• [Work order]: Could you find each line of the data below that contains the word "edges" and copy those lines?

Collected data:

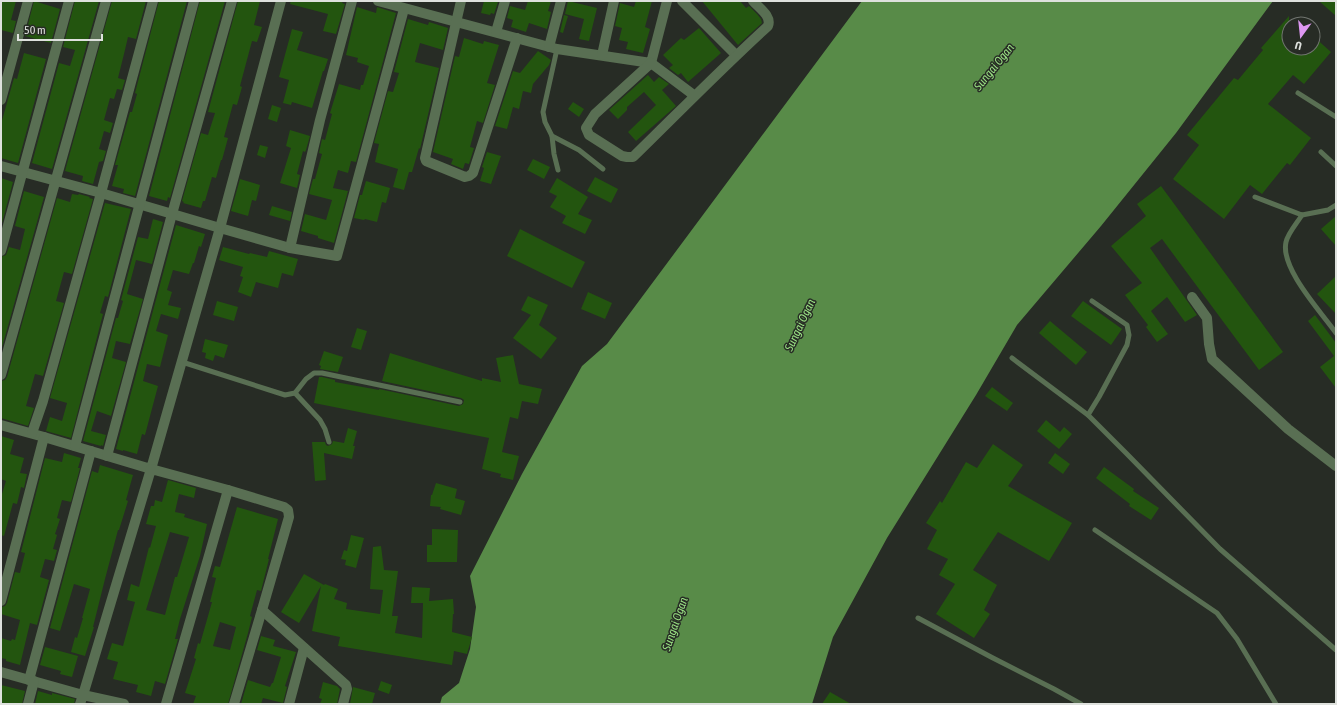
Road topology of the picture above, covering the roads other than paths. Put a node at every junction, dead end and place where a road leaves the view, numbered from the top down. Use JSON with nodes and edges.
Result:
{"nodes":[{"id":1,"x":28,"y":1,"type":"edge"},
{"id":2,"x":70,"y":1,"type":"edge"},
{"id":3,"x":106,"y":1,"type":"edge"},
{"id":4,"x":152,"y":1,"type":"edge"},
{"id":5,"x":194,"y":1,"type":"edge"},
{"id":6,"x":232,"y":1,"type":"edge"},
{"id":7,"x":281,"y":1,"type":"edge"},
{"id":8,"x":352,"y":1,"type":"edge"},
{"id":9,"x":378,"y":1,"type":"edge"},
{"id":10,"x":461,"y":1,"type":"edge"},
{"id":11,"x":505,"y":1,"type":"edge"},
{"id":12,"x":561,"y":1,"type":"edge"},
{"id":13,"x":614,"y":1,"type":"edge"},
{"id":14,"x":667,"y":1,"type":"edge"},
{"id":15,"x":682,"y":1,"type":"edge"},
{"id":16,"x":753,"y":1,"type":"edge"},
{"id":17,"x":399,"y":5,"type":"edge"},
{"id":18,"x":455,"y":22,"type":"junction"},
{"id":19,"x":496,"y":32,"type":"junction"},
{"id":20,"x":517,"y":38,"type":"junction"},
{"id":21,"x":553,"y":48,"type":"junction"},
{"id":22,"x":602,"y":55,"type":"junction"},
{"id":23,"x":736,"y":55,"type":"junction"},
{"id":24,"x":651,"y":63,"type":"junction"},
{"id":25,"x":1298,"y":93,"type":"dead end"},
{"id":26,"x":695,"y":96,"type":"junction"},
{"id":27,"x":1,"y":100,"type":"edge"},
{"id":28,"x":1336,"y":117,"type":"edge"},
{"id":29,"x":552,"y":136,"type":"junction"},
{"id":30,"x":1321,"y":152,"type":"dead end"},
{"id":31,"x":1,"y":166,"type":"edge"},
{"id":32,"x":1336,"y":166,"type":"edge"},
{"id":33,"x":603,"y":168,"type":"dead end"},
{"id":34,"x":558,"y":170,"type":"dead end"},
{"id":35,"x":23,"y":172,"type":"junction"},
{"id":36,"x":56,"y":180,"type":"junction"},
{"id":37,"x":101,"y":192,"type":"junction"},
{"id":38,"x":1255,"y":197,"type":"dead end"},
{"id":39,"x":140,"y":205,"type":"junction"},
{"id":40,"x":1336,"y":205,"type":"edge"},
{"id":41,"x":172,"y":214,"type":"junction"},
{"id":42,"x":1302,"y":215,"type":"junction"},
{"id":43,"x":220,"y":228,"type":"junction"},
{"id":44,"x":290,"y":248,"type":"junction"},
{"id":45,"x":1,"y":252,"type":"edge"},
{"id":46,"x":1192,"y":297,"type":"dead end"},
{"id":47,"x":1092,"y":301,"type":"dead end"},
{"id":48,"x":1336,"y":333,"type":"edge"},
{"id":49,"x":1012,"y":358,"type":"dead end"},
{"id":50,"x":182,"y":362,"type":"junction"},
{"id":51,"x":1,"y":375,"type":"edge"},
{"id":52,"x":295,"y":393,"type":"junction"},
{"id":53,"x":460,"y":402,"type":"dead end"},
{"id":54,"x":1088,"y":415,"type":"junction"},
{"id":55,"x":1,"y":425,"type":"edge"},
{"id":56,"x":32,"y":433,"type":"junction"},
{"id":57,"x":44,"y":437,"type":"junction"},
{"id":58,"x":328,"y":442,"type":"dead end"},
{"id":59,"x":75,"y":446,"type":"junction"},
{"id":60,"x":91,"y":451,"type":"junction"},
{"id":61,"x":107,"y":456,"type":"junction"},
{"id":62,"x":1336,"y":466,"type":"edge"},
{"id":63,"x":151,"y":469,"type":"junction"},
{"id":64,"x":228,"y":490,"type":"junction"},
{"id":65,"x":1095,"y":530,"type":"dead end"},
{"id":66,"x":1,"y":601,"type":"edge"},
{"id":67,"x":262,"y":610,"type":"junction"},
{"id":68,"x":918,"y":618,"type":"dead end"},
{"id":69,"x":304,"y":648,"type":"junction"},
{"id":70,"x":1336,"y":650,"type":"edge"},
{"id":71,"x":1,"y":672,"type":"edge"},
{"id":72,"x":31,"y":680,"type":"junction"},
{"id":73,"x":82,"y":699,"type":"edge"},
{"id":74,"x":28,"y":704,"type":"edge"},
{"id":75,"x":124,"y":704,"type":"edge"},
{"id":76,"x":166,"y":704,"type":"edge"},
{"id":77,"x":234,"y":704,"type":"edge"},
{"id":78,"x":289,"y":704,"type":"edge"},
{"id":79,"x":343,"y":704,"type":"edge"},
{"id":80,"x":1081,"y":704,"type":"edge"},
{"id":81,"x":1276,"y":704,"type":"edge"}],
"edges":[{"from":1,"to":27,"type":"street"},
{"from":2,"to":35,"type":"street"},
{"from":3,"to":36,"type":"street"},
{"from":4,"to":37,"type":"street"},
{"from":5,"to":39,"type":"street"},
{"from":6,"to":41,"type":"street"},
{"from":7,"to":43,"type":"street"},
{"from":8,"to":44,"type":"street"},
{"from":9,"to":17,"type":"street"},
{"from":10,"to":18,"type":"street"},
{"from":11,"to":19,"type":"street"},
{"from":12,"to":21,"type":"street"},
{"from":13,"to":22,"type":"street"},
{"from":14,"to":24,"type":"street"},
{"from":15,"to":23,"type":"street"},
{"from":16,"to":23,"type":"street"},
{"from":17,"to":18,"type":"street"},
{"from":17,"to":44,"type":"street"},
{"from":18,"to":19,"type":"street"},
{"from":18,"to":20,"type":"street"},
{"from":19,"to":20,"type":"street"},
{"from":20,"to":21,"type":"street"},
{"from":21,"to":22,"type":"street"},
{"from":21,"to":29,"type":"lane"},
{"from":22,"to":24,"type":"street"},
{"from":23,"to":26,"type":"street"},
{"from":24,"to":26,"type":"street"},
{"from":24,"to":26,"type":"street"},
{"from":25,"to":28,"type":"lane"},
{"from":29,"to":33,"type":"lane"},
{"from":29,"to":34,"type":"lane"},
{"from":30,"to":32,"type":"lane"},
{"from":31,"to":35,"type":"street"},
{"from":35,"to":36,"type":"street"},
{"from":35,"to":45,"type":"street"},
{"from":36,"to":37,"type":"street"},
{"from":36,"to":51,"type":"street"},
{"from":37,"to":39,"type":"street"},
{"from":37,"to":56,"type":"street"},
{"from":38,"to":42,"type":"lane"},
{"from":39,"to":41,"type":"street"},
{"from":39,"to":59,"type":"street"},
{"from":40,"to":42,"type":"lane"},
{"from":41,"to":43,"type":"street"},
{"from":41,"to":61,"type":"street"},
{"from":42,"to":48,"type":"lane"},
{"from":43,"to":44,"type":"street"},
{"from":43,"to":50,"type":"street"},
{"from":46,"to":62,"type":"street"},
{"from":47,"to":54,"type":"lane"},
{"from":49,"to":54,"type":"lane"},
{"from":50,"to":52,"type":"lane"},
{"from":50,"to":63,"type":"street"},
{"from":52,"to":53,"type":"lane"},
{"from":52,"to":58,"type":"lane"},
{"from":54,"to":70,"type":"lane"},
{"from":55,"to":56,"type":"street"},
{"from":56,"to":57,"type":"street"},
{"from":57,"to":59,"type":"street"},
{"from":57,"to":66,"type":"street"},
{"from":59,"to":60,"type":"street"},
{"from":60,"to":61,"type":"street"},
{"from":60,"to":72,"type":"street"},
{"from":61,"to":63,"type":"street"},
{"from":63,"to":64,"type":"street"},
{"from":63,"to":73,"type":"street"},
{"from":64,"to":67,"type":"street"},
{"from":64,"to":76,"type":"street"},
{"from":65,"to":81,"type":"lane"},
{"from":67,"to":69,"type":"street"},
{"from":67,"to":77,"type":"street"},
{"from":68,"to":80,"type":"lane"},
{"from":69,"to":78,"type":"street"},
{"from":69,"to":79,"type":"street"},
{"from":71,"to":72,"type":"street"},
{"from":72,"to":73,"type":"street"},
{"from":72,"to":74,"type":"street"},
{"from":73,"to":75,"type":"street"}]}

• [Result for this task]:
Road topology of the picture above, covering the roads other than paths. Put a node at every junction, dead end and place where a road leaves the view, numbered from the top down. Use JSON with nodes and edges.
"edges":[{"from":1,"to":27,"type":"street"},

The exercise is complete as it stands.